The blast occurred on Sunday near the three-storey building in central Basra at about 7.30am (0330 GMT). Those who escaped injury included former Basra governor Hasan al-Rashid, a senior local leader of the brigade, said police Captain Mushtaq Kadhim.
Reuters reported police and witnesses as saying a child was killed in the blast.
The Badr Brigade is the military wing of the Supreme Council of Islamic Revolution in Iraq (Sciri), the largest Shia party in the Iraqi government.
It was not immediately known who carried out the attack in Basra, a mostly Shia city in southern Iraq where the majority of Britain's 8500 soldiers are based.
Despite earlier claims that British soldiers had created better security conditions in southern Iraq than other areas of the country beset by violence, Shia militias appear to have been growing in power in the region, infiltrating police forces and local political organisations, and allegedly attacking British and US forces.
The Guardian newspaper quoted Basra's police chief Hasan al-Sadi in May as saying that the militias had become the "real power" in Basra and that he trusted only 25% of his own police force.
There is fighting between the
Badr Brigade and other groups
Al-Qaida in Iraq, the armed group purportedly led by Jordanian-born Abu Musab al-Zarqawi, last month purportedly threatened in an audiotape to unveil a new unit to eradicate the Badr Brigade.
But fighting also has occurred in that region between the Badr Brigade and other Shia militias, including the al-Mahdi Army militia, which is associated with the Shia leader Muqtada al-Sadr.

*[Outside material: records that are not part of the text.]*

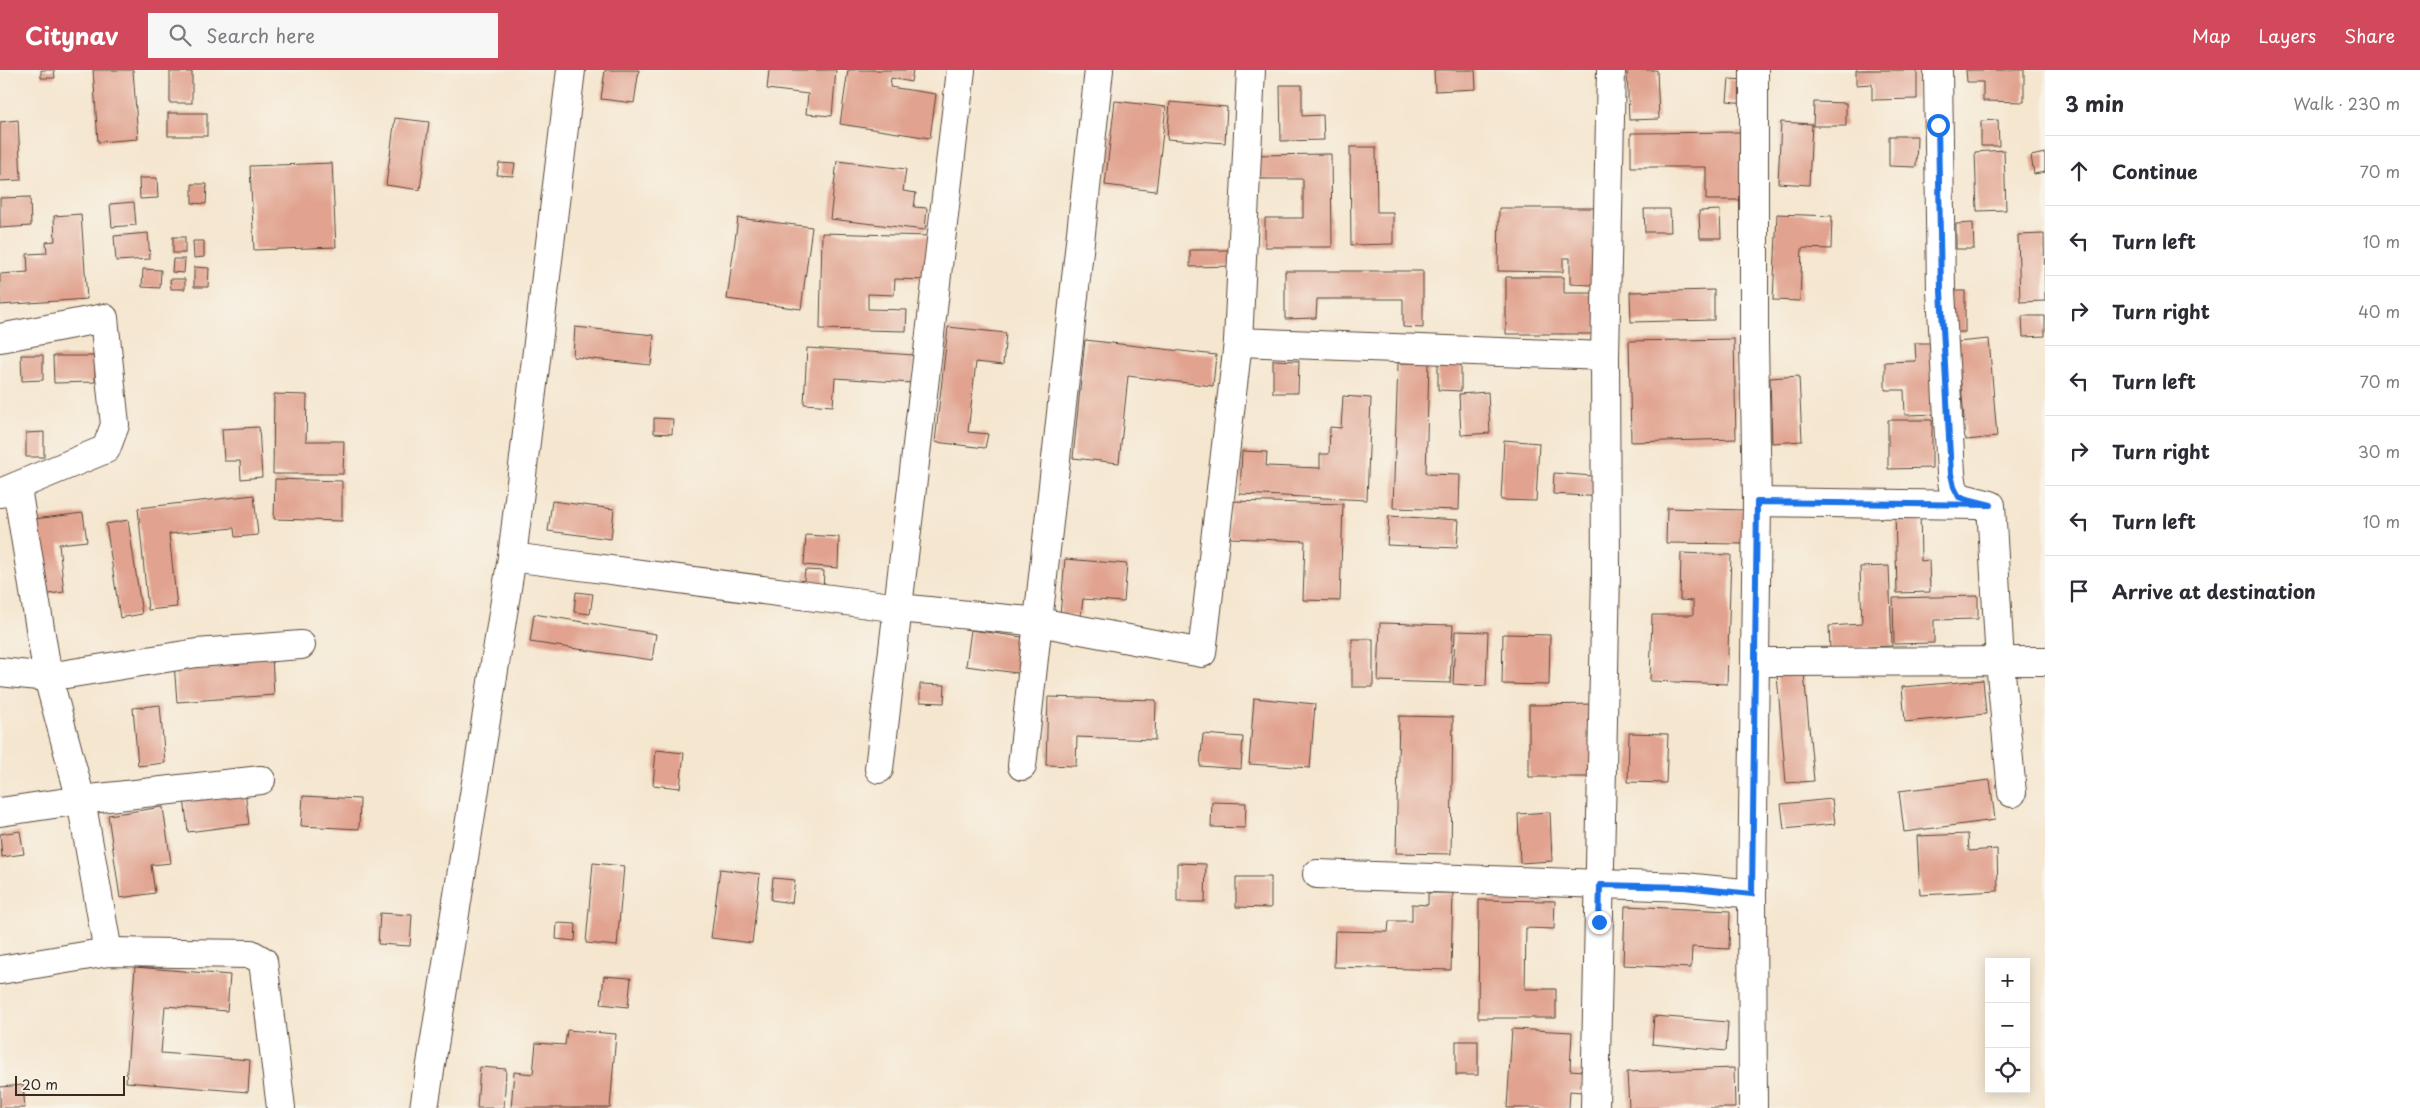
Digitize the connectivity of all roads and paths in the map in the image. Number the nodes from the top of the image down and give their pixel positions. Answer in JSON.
{"nodes":[{"id":1,"x":571,"y":70,"type":"edge"},
{"id":2,"x":961,"y":70,"type":"edge"},
{"id":3,"x":1099,"y":70,"type":"edge"},
{"id":4,"x":1251,"y":70,"type":"edge"},
{"id":5,"x":1611,"y":70,"type":"edge"},
{"id":6,"x":1754,"y":70,"type":"edge"},
{"id":7,"x":1938,"y":70,"type":"edge"},
{"id":8,"x":0,"y":338,"type":"edge"},
{"id":9,"x":1238,"y":342,"type":"junction"},
{"id":10,"x":1605,"y":356,"type":"junction"},
{"id":11,"x":8,"y":490,"type":"edge"},
{"id":12,"x":1757,"y":502,"type":"junction"},
{"id":13,"x":1991,"y":505,"type":"junction"},
{"id":14,"x":512,"y":557,"type":"junction"},
{"id":15,"x":899,"y":608,"type":"junction"},
{"id":16,"x":1039,"y":622,"type":"junction"},
{"id":17,"x":301,"y":646,"type":"dead end"},
{"id":18,"x":2045,"y":661,"type":"edge"},
{"id":19,"x":1755,"y":662,"type":"junction"},
{"id":20,"x":2000,"y":662,"type":"junction"},
{"id":21,"x":0,"y":672,"type":"edge"},
{"id":22,"x":48,"y":677,"type":"junction"},
{"id":23,"x":1022,"y":766,"type":"dead end"},
{"id":24,"x":879,"y":769,"type":"dead end"},
{"id":25,"x":261,"y":780,"type":"dead end"},
{"id":26,"x":2012,"y":793,"type":"dead end"},
{"id":27,"x":81,"y":800,"type":"junction"},
{"id":28,"x":0,"y":812,"type":"edge"},
{"id":29,"x":1318,"y":874,"type":"dead end"},
{"id":30,"x":1600,"y":885,"type":"junction"},
{"id":31,"x":1752,"y":894,"type":"junction"},
{"id":32,"x":108,"y":952,"type":"junction"},
{"id":33,"x":0,"y":970,"type":"edge"},
{"id":34,"x":281,"y":1108,"type":"edge"},
{"id":35,"x":424,"y":1108,"type":"edge"},
{"id":36,"x":1594,"y":1108,"type":"edge"},
{"id":37,"x":1753,"y":1108,"type":"edge"}],
"edges":[{"from":1,"to":14,"type":"street"},
{"from":2,"to":15,"type":"street"},
{"from":3,"to":16,"type":"street"},
{"from":4,"to":9,"type":"street"},
{"from":5,"to":10,"type":"street"},
{"from":6,"to":12,"type":"street"},
{"from":7,"to":13,"type":"street"},
{"from":8,"to":11,"type":"street"},
{"from":9,"to":10,"type":"street"},
{"from":9,"to":16,"type":"street"},
{"from":10,"to":30,"type":"street"},
{"from":11,"to":22,"type":"street"},
{"from":12,"to":13,"type":"street"},
{"from":12,"to":19,"type":"street"},
{"from":13,"to":20,"type":"street"},
{"from":14,"to":15,"type":"street"},
{"from":14,"to":35,"type":"street"},
{"from":15,"to":16,"type":"street"},
{"from":15,"to":24,"type":"street"},
{"from":16,"to":23,"type":"street"},
{"from":17,"to":22,"type":"street"},
{"from":18,"to":20,"type":"street"},
{"from":19,"to":20,"type":"street"},
{"from":19,"to":31,"type":"street"},
{"from":20,"to":26,"type":"street"},
{"from":21,"to":22,"type":"street"},
{"from":22,"to":27,"type":"street"},
{"from":25,"to":27,"type":"street"},
{"from":27,"to":28,"type":"street"},
{"from":27,"to":32,"type":"street"},
{"from":29,"to":30,"type":"street"},
{"from":30,"to":31,"type":"street"},
{"from":30,"to":36,"type":"street"},
{"from":31,"to":37,"type":"street"},
{"from":32,"to":33,"type":"street"},
{"from":32,"to":34,"type":"street"}]}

Another Shia power is the Fadila Party, which won tenuous control of the provincial government this year from Sciri after allying with smaller parties.
British forces criticised
Recently, Basra province governor Muhammad al-Waili, a Fadila member, sharply criticised British forces.
On Saturday, al-Waili said British forces were compromising security in the region by conducting raids and arrests without coordinating them with Iraqi security forces.

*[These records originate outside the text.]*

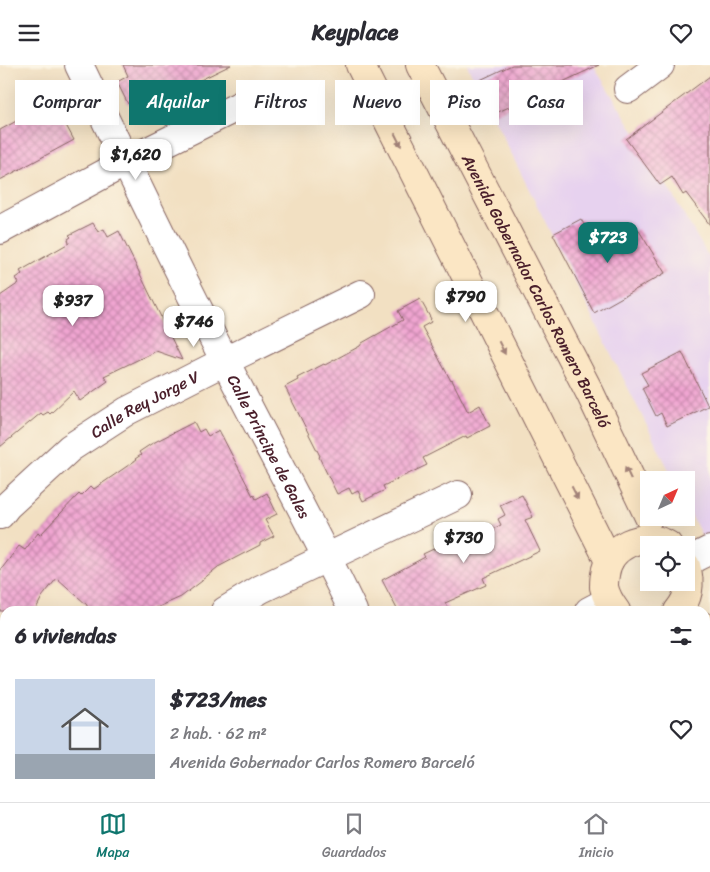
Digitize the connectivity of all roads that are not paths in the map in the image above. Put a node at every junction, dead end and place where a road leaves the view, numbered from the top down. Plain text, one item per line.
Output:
1 (80, 65) edge
2 (360, 65) edge
3 (420, 65) edge
4 (660, 65) edge
5 (628, 89) dead end
6 (236, 107) edge
7 (126, 162) junction
8 (0, 230) edge
9 (361, 293) dead end
10 (224, 361) junction
11 (458, 495) dead end
12 (0, 515) edge
13 (656, 530) edge
14 (710, 550) edge
15 (328, 557) junction
16 (695, 558) edge
17 (609, 561) junction
18 (689, 591) edge
19 (687, 605) edge
20 (233, 606) edge
21 (351, 606) edge
22 (604, 606) edge

1 - 7 street, Calle Príncipe de Gales
2 -> 17 main road
13 -> 3 main road, Avenida Gobernador Carlos Romero Barceló
4 - 5 street
6 - 7 street
7 - 8 street
7 - 10 street, Calle Príncipe de Gales
9 - 10 street, Calle Rey Jorge V
10 - 12 street, Calle Rey Jorge V
10 - 15 street, Calle Príncipe de Gales
11 - 15 street
13 - 17 main road
14 - 16 street
15 - 20 street
15 - 21 street, Calle Príncipe de Gales
17 - 22 main road
18 - 19 main road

Blair's government suspects Shia
groups are receiving foreign help
On Thursday, British forces detained 12 Iraqis in a raid on a home in Basra, accusing them of being members or supporters of the al-Mahdi Army, which is suspected of carrying out recent attacks on British and US troops in the region with help from neighbouring Iran.

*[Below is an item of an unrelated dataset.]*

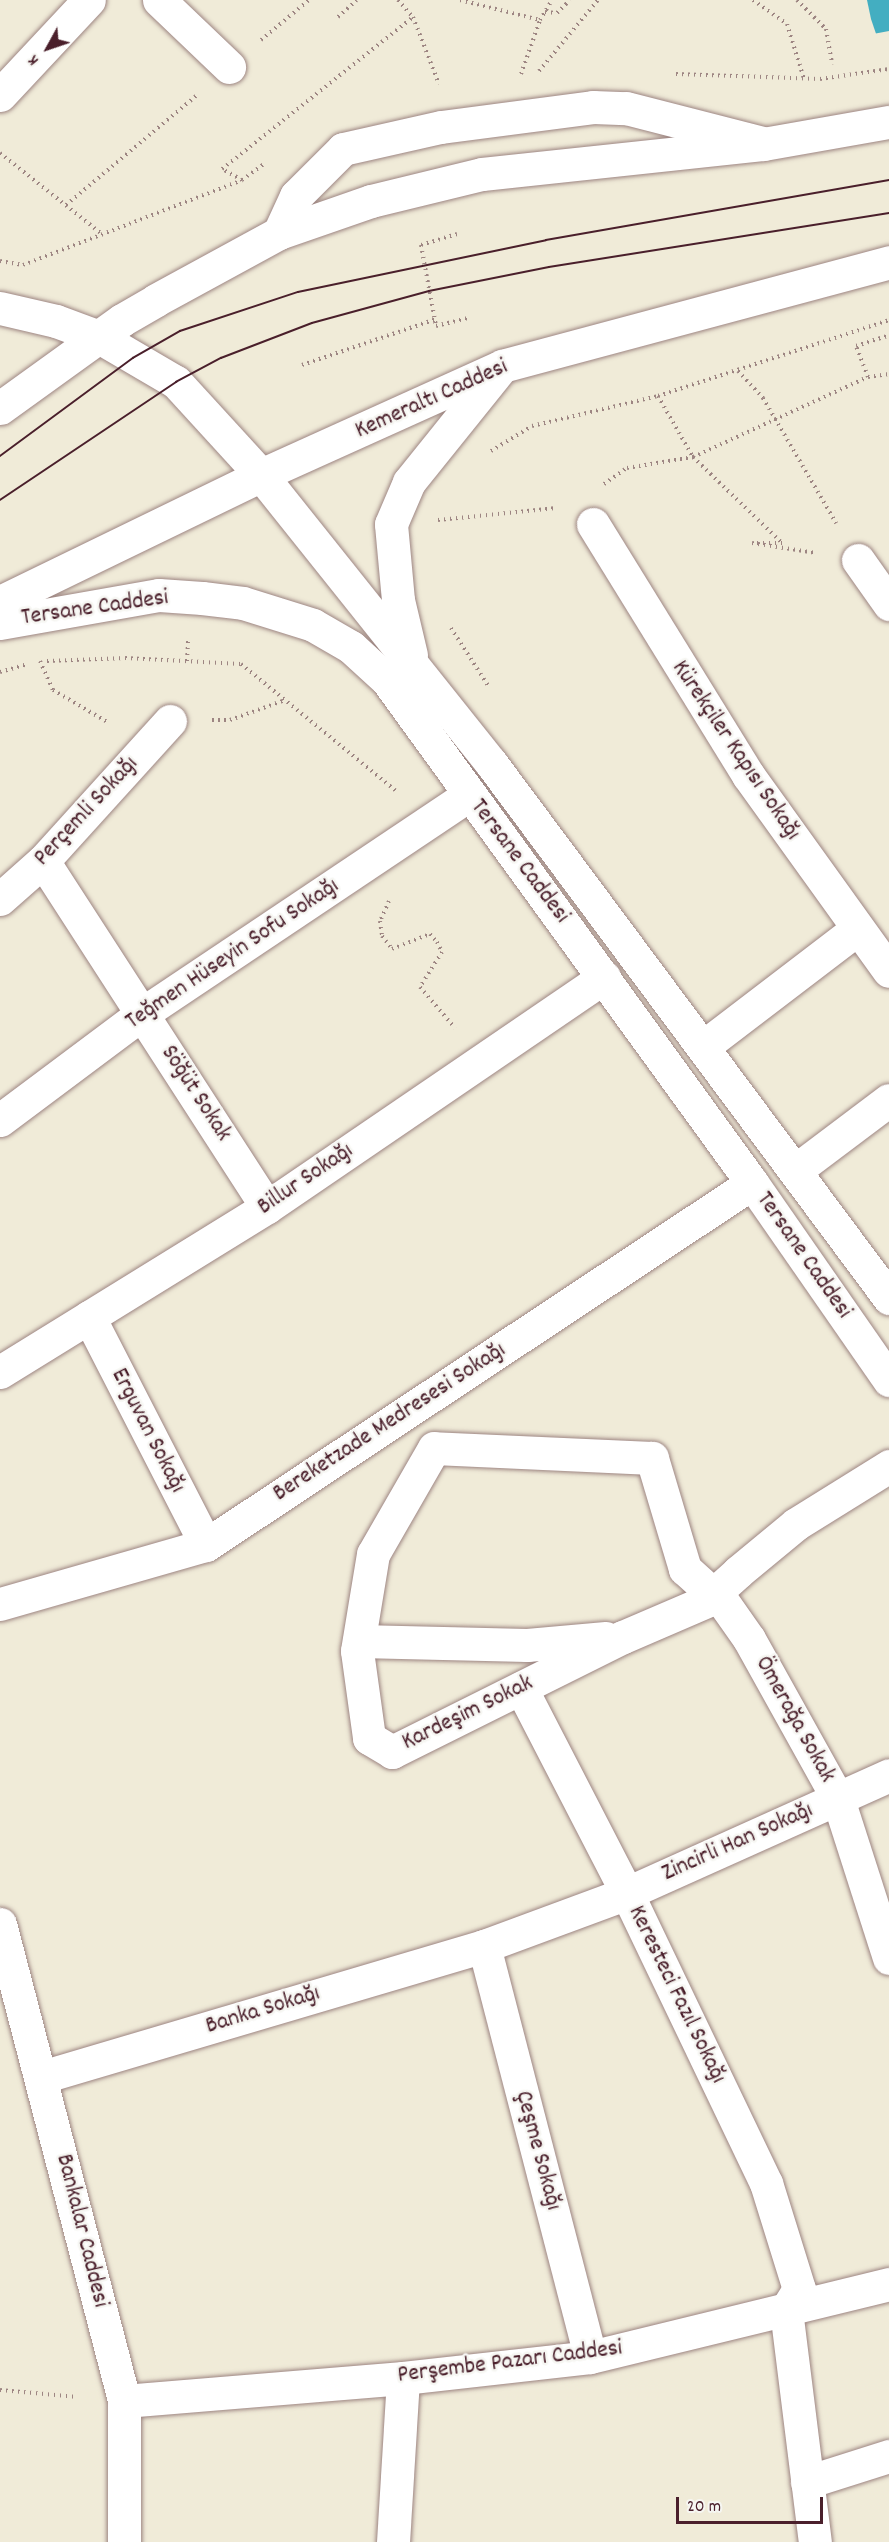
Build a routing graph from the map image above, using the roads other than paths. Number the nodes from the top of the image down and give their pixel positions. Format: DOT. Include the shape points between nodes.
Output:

Last week, British Prime Minister Tony Blair said his government suspected that Iran and Lebanon's Hizb Allah might be supplying technology and explosives to Shia groups operating in Iraq, but he provided no proof.
US marine killed
A US marine was killed by a roadside bomb in the western town of Ramadi, the military said in a statement on Sunday.
The soldier died "while conducting combat operations against the enemy when the vehicle he was in was attacked with an improvised explosive device", the statement said.
The death brought to at least 1954 the number of US military personnel killed in Iraq since the US-led invasion of March 2003, according to Pentagon figures.